__Data for processing__
* * * * * * * * *

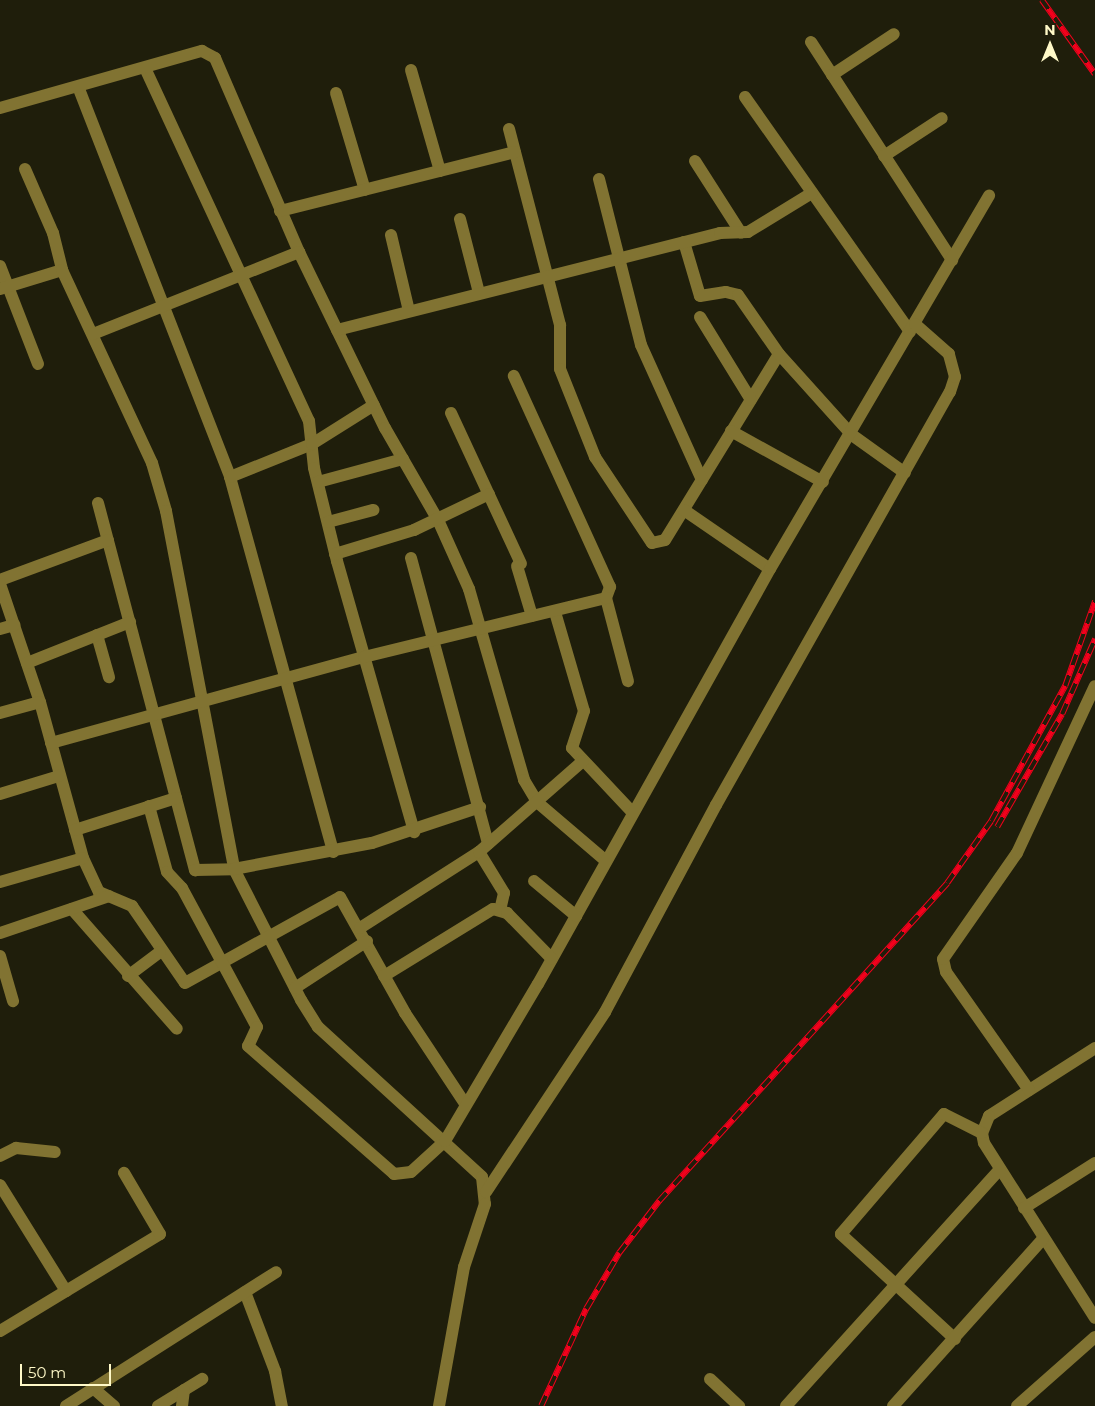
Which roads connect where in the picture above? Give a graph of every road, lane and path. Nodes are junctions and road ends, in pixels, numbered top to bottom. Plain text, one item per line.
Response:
1 (894, 34) dead end
2 (811, 42) dead end
3 (145, 68) junction
4 (411, 70) dead end
5 (832, 76) junction
6 (80, 89) junction
7 (336, 93) dead end
8 (746, 97) dead end
9 (0, 108) edge
10 (942, 118) dead end
11 (509, 130) dead end
12 (515, 152) junction
13 (884, 156) junction
14 (695, 161) dead end
15 (25, 169) dead end
16 (440, 171) junction
17 (599, 179) dead end
18 (365, 190) junction
19 (812, 193) junction
20 (989, 196) dead end
21 (280, 211) junction
22 (460, 218) dead end
23 (741, 233) junction
24 (391, 235) dead end
25 (684, 242) junction
26 (299, 252) junction
27 (617, 258) junction
28 (952, 260) junction
29 (0, 266) edge
30 (62, 270) junction
31 (242, 274) junction
32 (549, 276) junction
33 (4, 287) edge
34 (480, 293) junction
35 (166, 304) junction
36 (409, 311) junction
37 (700, 317) dead end
38 (913, 328) junction
39 (337, 330) junction
40 (93, 334) junction
41 (779, 354) junction
42 (38, 364) dead end
43 (514, 376) dead end
44 (751, 400) junction
45 (374, 405) junction
46 (451, 413) dead end
47 (731, 431) junction
48 (852, 435) junction
49 (312, 444) junction
50 (404, 459) junction
51 (905, 473) junction
52 (230, 477) junction
53 (702, 480) junction
54 (318, 482) junction
55 (823, 482) junction
56 (489, 494) junction
57 (98, 503) dead end
58 (373, 510) dead end
59 (684, 510) junction
60 (438, 520) junction
61 (328, 522) junction
62 (108, 540) junction
63 (336, 554) junction
64 (411, 558) dead end
65 (770, 569) junction
66 (0, 582) edge
67 (606, 598) junction
68 (554, 612) junction
69 (532, 616) junction
70 (130, 622) junction
71 (14, 625) junction
72 (480, 628) junction
73 (0, 629) edge
74 (97, 635) junction
75 (432, 641) junction
76 (364, 657) junction
77 (26, 663) junction
78 (109, 677) dead end
79 (288, 678) junction
80 (628, 681) dead end
81 (1095, 686) edge
82 (202, 700) junction
83 (40, 702) junction
84 (155, 713) junction
85 (0, 714) edge
86 (50, 743) junction
87 (583, 761) junction
88 (59, 776) junction
89 (0, 794) edge
90 (176, 798) junction
91 (537, 802) junction
92 (149, 806) junction
93 (480, 807) junction
94 (633, 813) junction
95 (75, 830) junction
96 (414, 832) junction
97 (484, 848) junction
98 (333, 852) junction
99 (83, 858) junction
100 (606, 862) junction
101 (234, 869) junction
102 (534, 881) dead end
103 (0, 882) edge
104 (109, 896) junction
105 (72, 909) junction
106 (500, 910) junction
107 (576, 916) junction
108 (360, 928) junction
109 (0, 933) edge
110 (268, 936) junction
111 (367, 941) junction
112 (160, 952) junction
113 (0, 956) edge
114 (552, 959) junction
115 (224, 962) junction
116 (128, 976) junction
117 (384, 976) junction
118 (295, 988) junction
119 (13, 1001) dead end
120 (177, 1029) dead end
121 (1095, 1048) edge
122 (1030, 1090) junction
123 (466, 1105) junction
124 (982, 1133) junction
125 (444, 1141) junction
126 (55, 1152) dead end
127 (0, 1156) edge
128 (1095, 1163) edge
129 (1000, 1169) junction
130 (124, 1173) dead end
131 (0, 1185) edge
132 (486, 1192) junction
133 (1024, 1208) junction
134 (1043, 1239) junction
135 (276, 1272) dead end
136 (894, 1286) junction
137 (66, 1291) junction
138 (245, 1292) junction
139 (1095, 1318) edge
140 (0, 1331) edge
141 (1095, 1337) edge
142 (955, 1339) junction
143 (202, 1379) dead end
144 (710, 1379) dead end
145 (93, 1388) junction
146 (184, 1390) junction
147 (66, 1406) edge
148 (114, 1406) edge
149 (158, 1406) edge
150 (182, 1406) edge
151 (282, 1406) edge
152 (440, 1406) edge
153 (739, 1406) edge
154 (786, 1406) edge
155 (893, 1406) edge
156 (1017, 1406) edge

1 - 5 street
2 - 5 street
3 - 6 street
3 - 21 street
3 - 31 street
4 - 16 street
5 - 13 street
6 - 9 street
6 - 35 street
7 - 18 street
8 - 19 street
10 - 13 street
11 - 12 street
12 - 16 street
12 - 32 street
13 - 28 street
14 - 23 street
15 - 30 street
16 - 18 street
17 - 27 street
18 - 21 street
19 - 23 street
19 - 38 street
20 - 28 street
21 - 26 street
22 - 34 street
23 - 25 street
24 - 36 street
25 - 27 street
25 - 41 street
26 - 31 street
26 - 39 street
27 - 32 street
27 - 53 street
28 - 38 street
29 - 33 street
30 - 33 street
30 - 40 street
31 - 35 street
31 - 49 street
32 - 34 street
32 - 59 street
33 - 42 street
34 - 36 street
35 - 40 street
35 - 52 street
36 - 39 street
37 - 44 street
38 - 48 street
38 - 51 street
39 - 45 street
40 - 82 street
41 - 44 street
41 - 48 street
43 - 67 street
44 - 47 street
45 - 49 street
45 - 50 street
46 - 56 street
47 - 53 street
47 - 55 street
48 - 51 street
48 - 55 street
49 - 52 street
49 - 54 street
50 - 54 street
50 - 60 street
51 - 132 street
52 - 79 street
53 - 59 street
54 - 61 street
55 - 65 street
56 - 60 street
56 - 69 street
57 - 62 street
58 - 61 street
59 - 65 street
60 - 63 street
60 - 72 street
61 - 63 street
62 - 66 street
62 - 70 street
63 - 76 street
64 - 75 street
65 - 94 street
66 - 71 street
67 - 68 street
67 - 80 street
68 - 69 street
68 - 87 street
69 - 72 street
70 - 74 street
70 - 84 street
71 - 73 street
71 - 77 street
72 - 75 street
72 - 91 street
74 - 77 street
74 - 78 street
75 - 76 street
75 - 93 street
76 - 79 street
76 - 96 street
77 - 83 street
79 - 82 street
79 - 98 street
81 - 122 street
82 - 84 street
82 - 101 street
83 - 85 street
83 - 86 street
84 - 86 street
84 - 90 street
86 - 88 street
87 - 91 street
87 - 94 street
88 - 89 street
88 - 95 street
90 - 92 street
90 - 101 street
91 - 97 street
91 - 100 street
92 - 95 street
92 - 115 street
93 - 96 street
93 - 97 street
94 - 100 street
95 - 99 street
96 - 98 street
97 - 106 street
97 - 108 street
98 - 101 street
99 - 103 street
99 - 104 street
100 - 107 street
101 - 110 street
102 - 107 street
104 - 105 street
104 - 112 street
105 - 109 street
105 - 116 street
106 - 114 street
106 - 117 street
107 - 114 street
108 - 110 street
108 - 111 street
110 - 115 street
110 - 118 street
111 - 117 street
111 - 118 street
112 - 115 street
112 - 116 street
113 - 119 street
114 - 123 street
115 - 125 street
116 - 120 street
117 - 123 street
118 - 125 street
121 - 122 street
122 - 124 street
123 - 125 street
124 - 129 street
124 - 136 street
125 - 132 street
126 - 127 street
128 - 133 street
129 - 133 street
129 - 136 street
130 - 137 street
131 - 137 street
132 - 152 street
133 - 134 street
134 - 139 street
134 - 142 street
135 - 138 street
136 - 142 street
136 - 154 street
137 - 140 street
138 - 145 street
138 - 151 street
141 - 156 street
142 - 155 street
143 - 146 street
144 - 153 street
145 - 147 street
145 - 148 street
146 - 149 street
146 - 150 street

* * * * * * * * *

__Assigned task__
Restate the data above word for word. Do not include the images.

__Exercise answer__
Which roads connect where in the picture above? Give a graph of every road, lane and path. Nodes are junctions and road ends, in pixels, numbered top to bottom. Plain text, one item per line.
Response:
1 (894, 34) dead end
2 (811, 42) dead end
3 (145, 68) junction
4 (411, 70) dead end
5 (832, 76) junction
6 (80, 89) junction
7 (336, 93) dead end
8 (746, 97) dead end
9 (0, 108) edge
10 (942, 118) dead end
11 (509, 130) dead end
12 (515, 152) junction
13 (884, 156) junction
14 (695, 161) dead end
15 (25, 169) dead end
16 (440, 171) junction
17 (599, 179) dead end
18 (365, 190) junction
19 (812, 193) junction
20 (989, 196) dead end
21 (280, 211) junction
22 (460, 218) dead end
23 (741, 233) junction
24 (391, 235) dead end
25 (684, 242) junction
26 (299, 252) junction
27 (617, 258) junction
28 (952, 260) junction
29 (0, 266) edge
30 (62, 270) junction
31 (242, 274) junction
32 (549, 276) junction
33 (4, 287) edge
34 (480, 293) junction
35 (166, 304) junction
36 (409, 311) junction
37 (700, 317) dead end
38 (913, 328) junction
39 (337, 330) junction
40 (93, 334) junction
41 (779, 354) junction
42 (38, 364) dead end
43 (514, 376) dead end
44 (751, 400) junction
45 (374, 405) junction
46 (451, 413) dead end
47 (731, 431) junction
48 (852, 435) junction
49 (312, 444) junction
50 (404, 459) junction
51 (905, 473) junction
52 (230, 477) junction
53 (702, 480) junction
54 (318, 482) junction
55 (823, 482) junction
56 (489, 494) junction
57 (98, 503) dead end
58 (373, 510) dead end
59 (684, 510) junction
60 (438, 520) junction
61 (328, 522) junction
62 (108, 540) junction
63 (336, 554) junction
64 (411, 558) dead end
65 (770, 569) junction
66 (0, 582) edge
67 (606, 598) junction
68 (554, 612) junction
69 (532, 616) junction
70 (130, 622) junction
71 (14, 625) junction
72 (480, 628) junction
73 (0, 629) edge
74 (97, 635) junction
75 (432, 641) junction
76 (364, 657) junction
77 (26, 663) junction
78 (109, 677) dead end
79 (288, 678) junction
80 (628, 681) dead end
81 (1095, 686) edge
82 (202, 700) junction
83 (40, 702) junction
84 (155, 713) junction
85 (0, 714) edge
86 (50, 743) junction
87 (583, 761) junction
88 (59, 776) junction
89 (0, 794) edge
90 (176, 798) junction
91 (537, 802) junction
92 (149, 806) junction
93 (480, 807) junction
94 (633, 813) junction
95 (75, 830) junction
96 (414, 832) junction
97 (484, 848) junction
98 (333, 852) junction
99 (83, 858) junction
100 (606, 862) junction
101 (234, 869) junction
102 (534, 881) dead end
103 (0, 882) edge
104 (109, 896) junction
105 (72, 909) junction
106 (500, 910) junction
107 (576, 916) junction
108 (360, 928) junction
109 (0, 933) edge
110 (268, 936) junction
111 (367, 941) junction
112 (160, 952) junction
113 (0, 956) edge
114 (552, 959) junction
115 (224, 962) junction
116 (128, 976) junction
117 (384, 976) junction
118 (295, 988) junction
119 (13, 1001) dead end
120 (177, 1029) dead end
121 (1095, 1048) edge
122 (1030, 1090) junction
123 (466, 1105) junction
124 (982, 1133) junction
125 (444, 1141) junction
126 (55, 1152) dead end
127 (0, 1156) edge
128 (1095, 1163) edge
129 (1000, 1169) junction
130 (124, 1173) dead end
131 (0, 1185) edge
132 (486, 1192) junction
133 (1024, 1208) junction
134 (1043, 1239) junction
135 (276, 1272) dead end
136 (894, 1286) junction
137 (66, 1291) junction
138 (245, 1292) junction
139 (1095, 1318) edge
140 (0, 1331) edge
141 (1095, 1337) edge
142 (955, 1339) junction
143 (202, 1379) dead end
144 (710, 1379) dead end
145 (93, 1388) junction
146 (184, 1390) junction
147 (66, 1406) edge
148 (114, 1406) edge
149 (158, 1406) edge
150 (182, 1406) edge
151 (282, 1406) edge
152 (440, 1406) edge
153 (739, 1406) edge
154 (786, 1406) edge
155 (893, 1406) edge
156 (1017, 1406) edge

1 - 5 street
2 - 5 street
3 - 6 street
3 - 21 street
3 - 31 street
4 - 16 street
5 - 13 street
6 - 9 street
6 - 35 street
7 - 18 street
8 - 19 street
10 - 13 street
11 - 12 street
12 - 16 street
12 - 32 street
13 - 28 street
14 - 23 street
15 - 30 street
16 - 18 street
17 - 27 street
18 - 21 street
19 - 23 street
19 - 38 street
20 - 28 street
21 - 26 street
22 - 34 street
23 - 25 street
24 - 36 street
25 - 27 street
25 - 41 street
26 - 31 street
26 - 39 street
27 - 32 street
27 - 53 street
28 - 38 street
29 - 33 street
30 - 33 street
30 - 40 street
31 - 35 street
31 - 49 street
32 - 34 street
32 - 59 street
33 - 42 street
34 - 36 street
35 - 40 street
35 - 52 street
36 - 39 street
37 - 44 street
38 - 48 street
38 - 51 street
39 - 45 street
40 - 82 street
41 - 44 street
41 - 48 street
43 - 67 street
44 - 47 street
45 - 49 street
45 - 50 street
46 - 56 street
47 - 53 street
47 - 55 street
48 - 51 street
48 - 55 street
49 - 52 street
49 - 54 street
50 - 54 street
50 - 60 street
51 - 132 street
52 - 79 street
53 - 59 street
54 - 61 street
55 - 65 street
56 - 60 street
56 - 69 street
57 - 62 street
58 - 61 street
59 - 65 street
60 - 63 street
60 - 72 street
61 - 63 street
62 - 66 street
62 - 70 street
63 - 76 street
64 - 75 street
65 - 94 street
66 - 71 street
67 - 68 street
67 - 80 street
68 - 69 street
68 - 87 street
69 - 72 street
70 - 74 street
70 - 84 street
71 - 73 street
71 - 77 street
72 - 75 street
72 - 91 street
74 - 77 street
74 - 78 street
75 - 76 street
75 - 93 street
76 - 79 street
76 - 96 street
77 - 83 street
79 - 82 street
79 - 98 street
81 - 122 street
82 - 84 street
82 - 101 street
83 - 85 street
83 - 86 street
84 - 86 street
84 - 90 street
86 - 88 street
87 - 91 street
87 - 94 street
88 - 89 street
88 - 95 street
90 - 92 street
90 - 101 street
91 - 97 street
91 - 100 street
92 - 95 street
92 - 115 street
93 - 96 street
93 - 97 street
94 - 100 street
95 - 99 street
96 - 98 street
97 - 106 street
97 - 108 street
98 - 101 street
99 - 103 street
99 - 104 street
100 - 107 street
101 - 110 street
102 - 107 street
104 - 105 street
104 - 112 street
105 - 109 street
105 - 116 street
106 - 114 street
106 - 117 street
107 - 114 street
108 - 110 street
108 - 111 street
110 - 115 street
110 - 118 street
111 - 117 street
111 - 118 street
112 - 115 street
112 - 116 street
113 - 119 street
114 - 123 street
115 - 125 street
116 - 120 street
117 - 123 street
118 - 125 street
121 - 122 street
122 - 124 street
123 - 125 street
124 - 129 street
124 - 136 street
125 - 132 street
126 - 127 street
128 - 133 street
129 - 133 street
129 - 136 street
130 - 137 street
131 - 137 street
132 - 152 street
133 - 134 street
134 - 139 street
134 - 142 street
135 - 138 street
136 - 142 street
136 - 154 street
137 - 140 street
138 - 145 street
138 - 151 street
141 - 156 street
142 - 155 street
143 - 146 street
144 - 153 street
145 - 147 street
145 - 148 street
146 - 149 street
146 - 150 street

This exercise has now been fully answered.